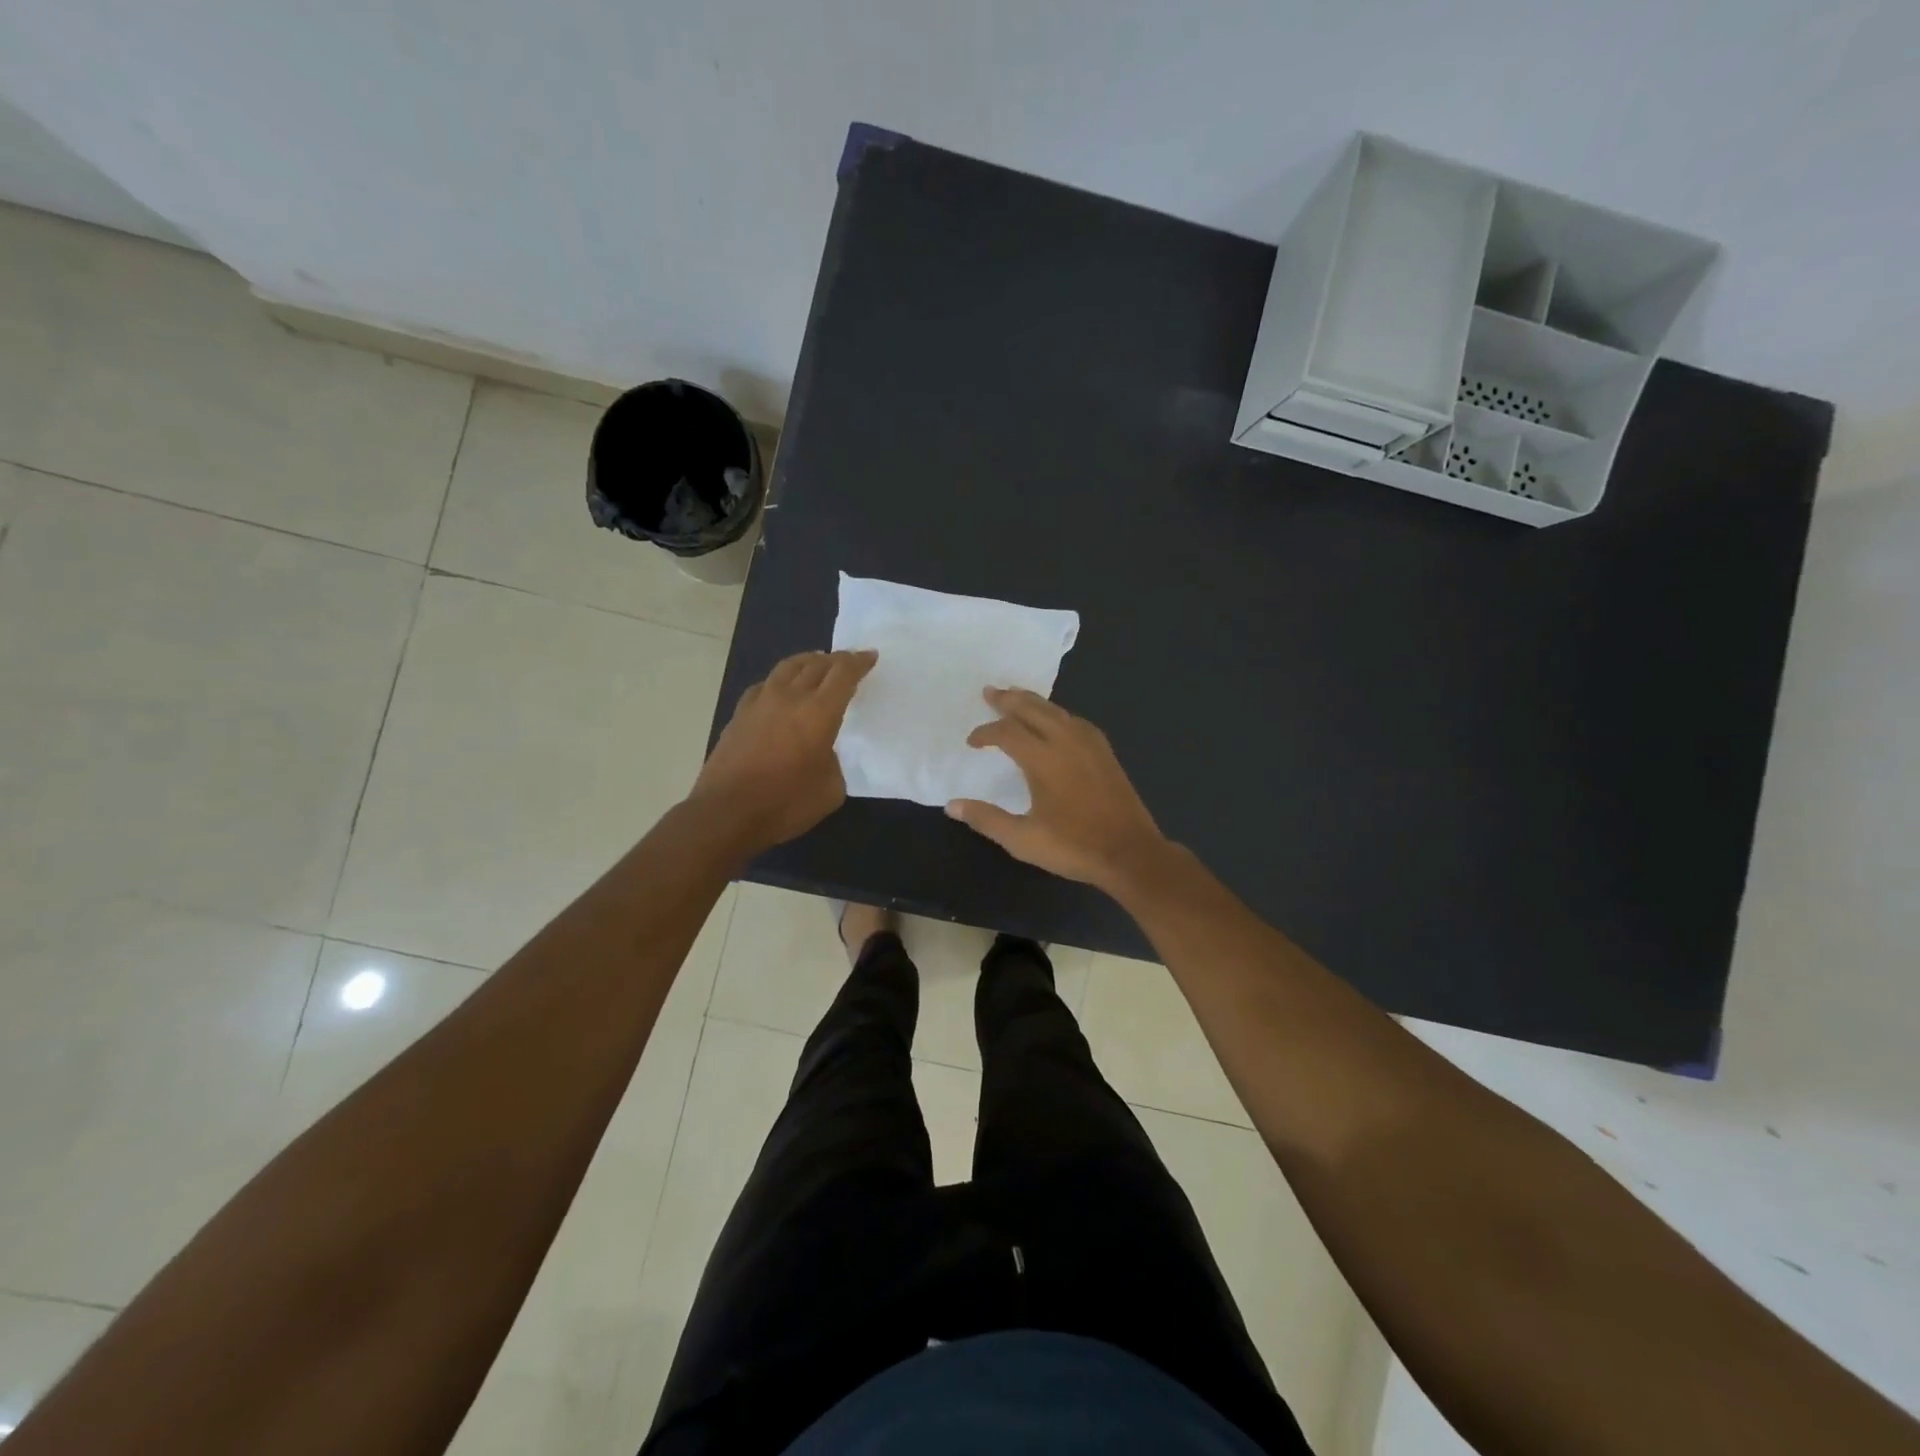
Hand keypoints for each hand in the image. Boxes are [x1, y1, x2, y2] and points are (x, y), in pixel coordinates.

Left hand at [692, 649, 876, 851]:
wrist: (726, 813)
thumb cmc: (785, 804)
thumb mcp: (830, 789)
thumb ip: (834, 762)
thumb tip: (823, 752)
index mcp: (819, 712)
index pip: (843, 674)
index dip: (859, 662)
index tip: (870, 656)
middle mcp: (790, 697)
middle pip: (817, 664)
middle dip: (837, 660)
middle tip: (848, 661)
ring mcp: (760, 702)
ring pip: (788, 667)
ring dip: (807, 661)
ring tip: (817, 662)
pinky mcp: (739, 714)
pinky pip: (765, 684)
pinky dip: (781, 680)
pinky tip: (781, 688)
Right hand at [947, 688, 1170, 894]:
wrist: (1130, 853)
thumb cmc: (1074, 846)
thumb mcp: (1023, 840)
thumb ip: (987, 819)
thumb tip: (952, 805)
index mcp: (1043, 759)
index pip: (1007, 733)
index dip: (986, 733)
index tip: (972, 741)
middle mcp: (1066, 742)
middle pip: (1033, 709)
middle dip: (1009, 700)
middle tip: (990, 692)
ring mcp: (1090, 744)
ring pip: (1056, 711)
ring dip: (1033, 702)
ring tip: (1017, 697)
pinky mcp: (1105, 753)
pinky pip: (1076, 721)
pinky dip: (1057, 714)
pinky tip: (1056, 720)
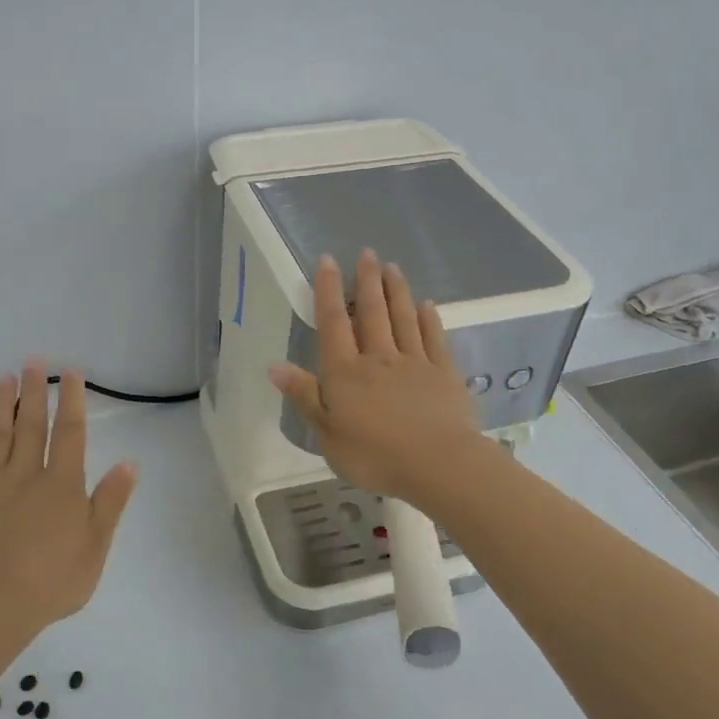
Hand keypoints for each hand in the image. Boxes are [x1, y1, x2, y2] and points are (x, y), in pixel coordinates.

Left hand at [0, 362, 136, 636]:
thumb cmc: (51, 581)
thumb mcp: (95, 547)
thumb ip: (110, 502)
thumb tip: (129, 462)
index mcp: (61, 484)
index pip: (70, 432)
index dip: (71, 400)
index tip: (70, 373)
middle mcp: (25, 474)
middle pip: (31, 424)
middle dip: (33, 390)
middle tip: (32, 361)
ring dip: (0, 405)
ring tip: (2, 377)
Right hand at [269, 250, 484, 505]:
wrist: (438, 465)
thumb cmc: (374, 455)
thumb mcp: (327, 434)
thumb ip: (305, 397)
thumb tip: (275, 365)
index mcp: (345, 372)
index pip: (334, 322)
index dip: (329, 290)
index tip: (329, 260)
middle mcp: (378, 358)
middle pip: (371, 312)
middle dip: (367, 281)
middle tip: (367, 253)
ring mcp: (415, 363)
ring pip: (403, 318)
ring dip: (396, 291)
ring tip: (392, 267)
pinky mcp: (444, 374)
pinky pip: (434, 339)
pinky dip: (429, 319)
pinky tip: (427, 305)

++++++

**WORK TASK**
What is needed is an exact copy of the lines above from the one with "wrist: (1130, 853)" to the one with "ring dip: (0, 405)", both ends kept, and nothing more; please leave the pictures out.

**ANSWER BOX**
wrist: (1130, 853)
thumb cmc: (1074, 846)
thumb mcp: (1023, 840)
thumb ip: (987, 819)
thumb tip: (952, 805)
index mcp: (1043, 759)
index pip: (1007, 733)
index dip: (986, 733)
index tip: (972, 741)
middle mcp: (1066, 742)
middle pip: (1033, 709)
middle dip: (1009, 700)
middle tip: (990, 692)
ring mcp: (1090, 744)
ring pip: (1056, 711)
ring dip: (1033, 702)
ring tip: (1017, 697)
pinky mcp: (1105, 753)
pinky pip: (1076, 721)
pinky dip: (1057, 714)
pinky tip: (1056, 720)
Hand keypoints for each hand in the image. Boxes are [x1, y1, x2, y2] and points are (x, y), in pixel coordinates.

Left hand at [0, 362, 136, 636]:
thumb cmc: (51, 581)
thumb mcp: (95, 547)
thumb ip: (110, 502)
thumb tip: (129, 462)
index mcp: (61, 484)
index pip: (70, 432)
index dip: (71, 400)
index tip: (70, 373)
middle mcp: (25, 474)
middle pip: (31, 424)
middle dip: (33, 390)
middle tip: (32, 361)
ring dip: (0, 405)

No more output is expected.